If God is already totally immersed in our lives, where does Jesus fit in: Jesus is God’s
special gift to us, a teacher sent to show us a better way to live. His relationship with God
was deep, and manifested early in his life when as a young boy he was found questioning
the religious leaders in the temple. He prepared for his mission by spending time with God
in the desert and he often went aside to be alone with God during his public life.
What did he teach us? He taught us two basic commandments, to love God and to love our
neighbor as ourselves. He set the example by reaching out to people on the edge of society
like tax collectors, prostitutes, lepers, but also to the rich, poor, women, men, basically
everyone. The religious authorities did not condone his behavior because it went against
their power over the people. His popularity with the people was a threat to them. Eventually
they got rid of him. Jesus knew what he was getting into but was willing keep at it, knowing
it could cost him his life. That was how much he loved us.

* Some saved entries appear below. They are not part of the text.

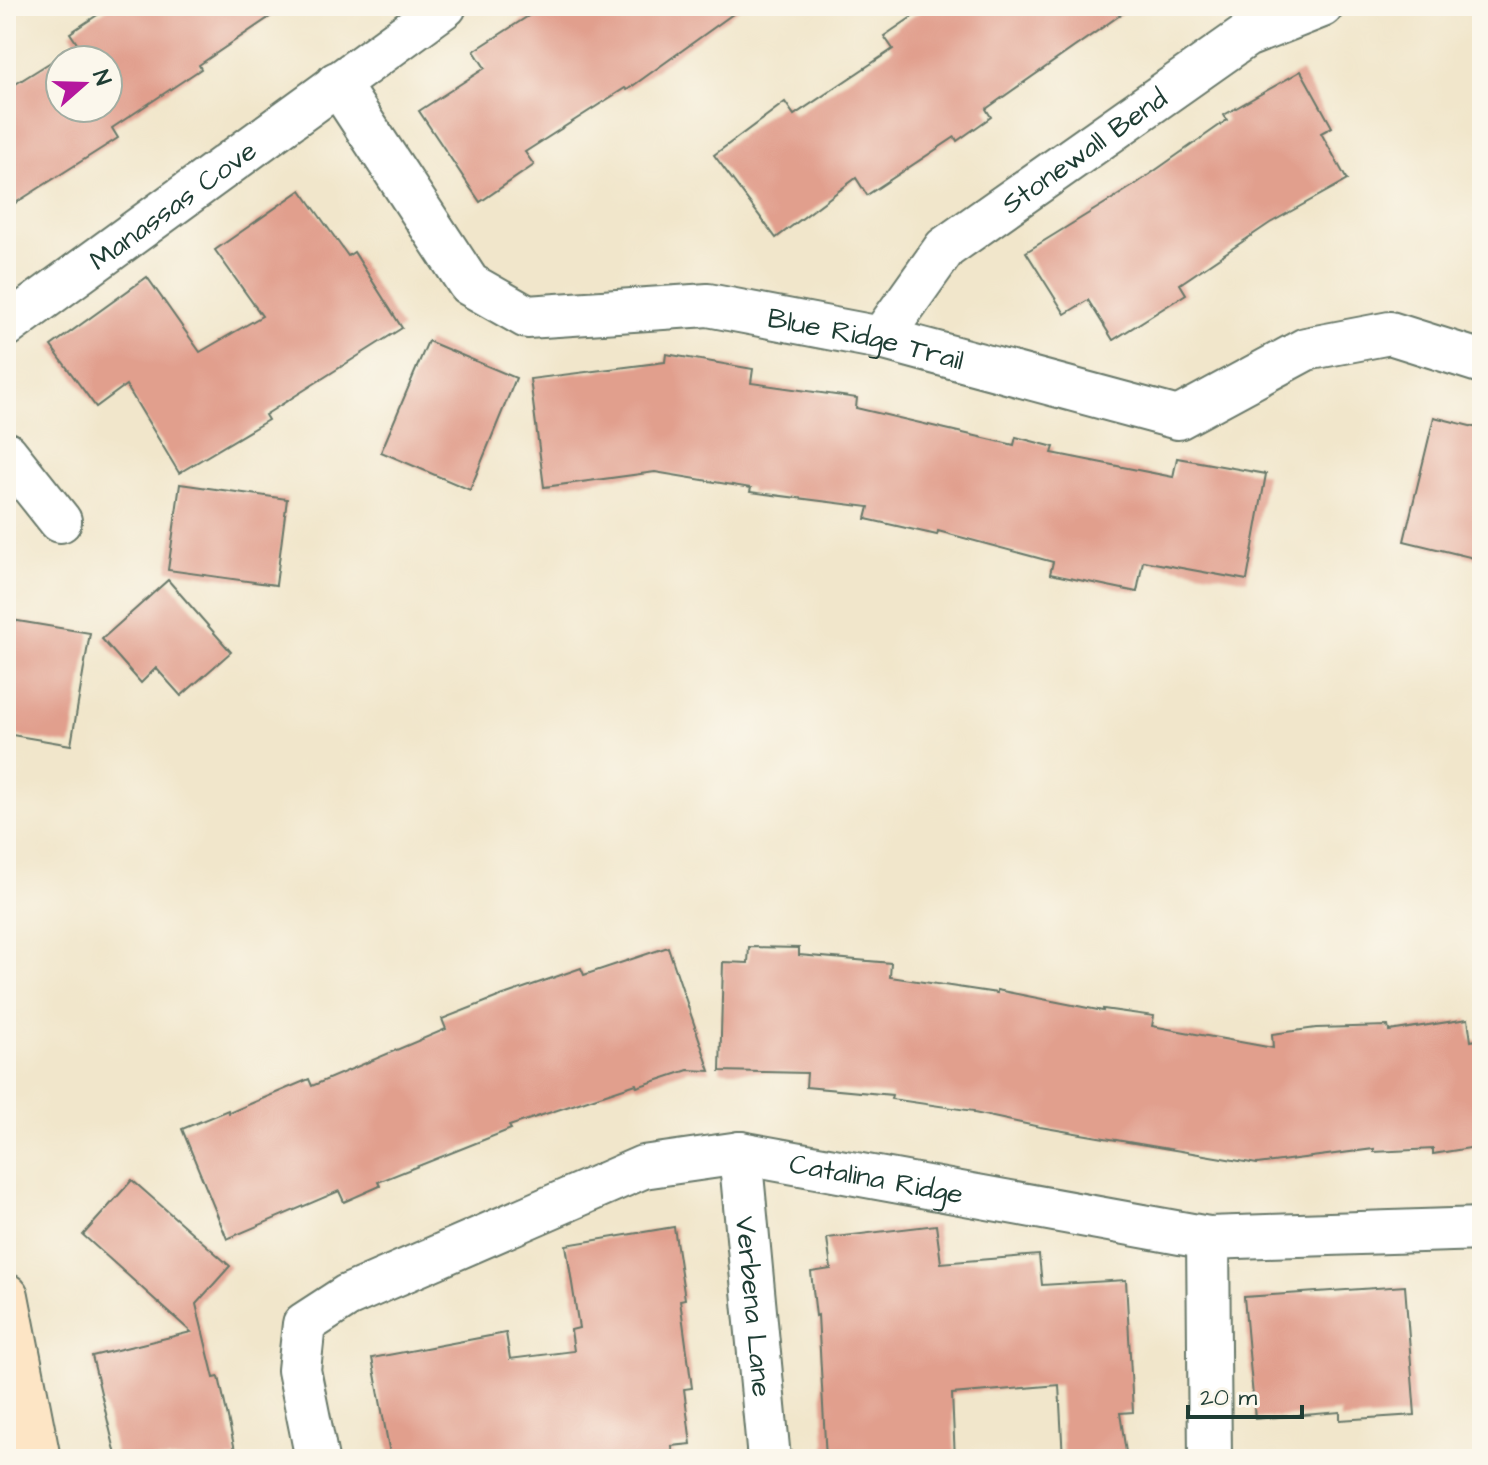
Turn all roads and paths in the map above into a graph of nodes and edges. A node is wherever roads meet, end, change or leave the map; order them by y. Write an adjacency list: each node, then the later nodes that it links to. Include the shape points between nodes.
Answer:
1 (445, 6): 3 (street, Manassas Cove)
2 (1322, 6): 5 (street, Stonewall Bend, via 1246,36 945,248)
3 (337, 83): 4 (street, Manassas Cove); 5 (street, Blue Ridge Trail, via 469,284 527,317 708,305)
4 (6, 326)
5 (881, 338): 6 (street, Blue Ridge Trail, via 1178,418 1306,349 1390,333)
6 (1482, 362)
7 (6, 453): 8 (street)
8 (60, 521)
9 (740, 1153): 11 (street, Catalina Ridge); 14 (street, Catalina Ridge, via 643,1167 347,1296 304,1324 299,1370); 15 (street, Verbena Lane)
10 (1482, 1229): 11 (street, Catalina Ridge)
11 (1208, 1238): 16 (street)
12 (6, 1296): 13 (main road)
13 (38, 1459)
14 (317, 1459)
15 (769, 1459)
16 (1210, 1459)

Finally, we ask, where do we fit in? We are asked to love as Jesus did. We are asked only
to be the best that we can be by loving and caring for ourselves and one another. In the
Loretto Community we are called to act for peace and work for justice. This is not easy.
Loving our neighbor may involve speaking out against war, the death penalty, human
trafficking, racism, corporate greed, poverty, and inequality. Like all of nature, we are meant
to be in relationship with one another, working together, supporting one another, being good
neighbors. We are called to love unconditionally.
Tonight we celebrate the incarnation of God into humanity. We remember the birth of Jesus
and the gift that he is to us, but more than that we celebrate our God who has always been
right here in our midst, in the very core of our being, since the beginning of time. We marvel
at the breadth and depth of God’s love for us and for all creation. Like the shepherds we are
filled with joy. It makes our sunsets brighter, the sky bluer, our hearts lighter, and our love
for one another stronger. Tonight, let us sing our praise and give thanks as we celebrate the
presence of God right here in our midst.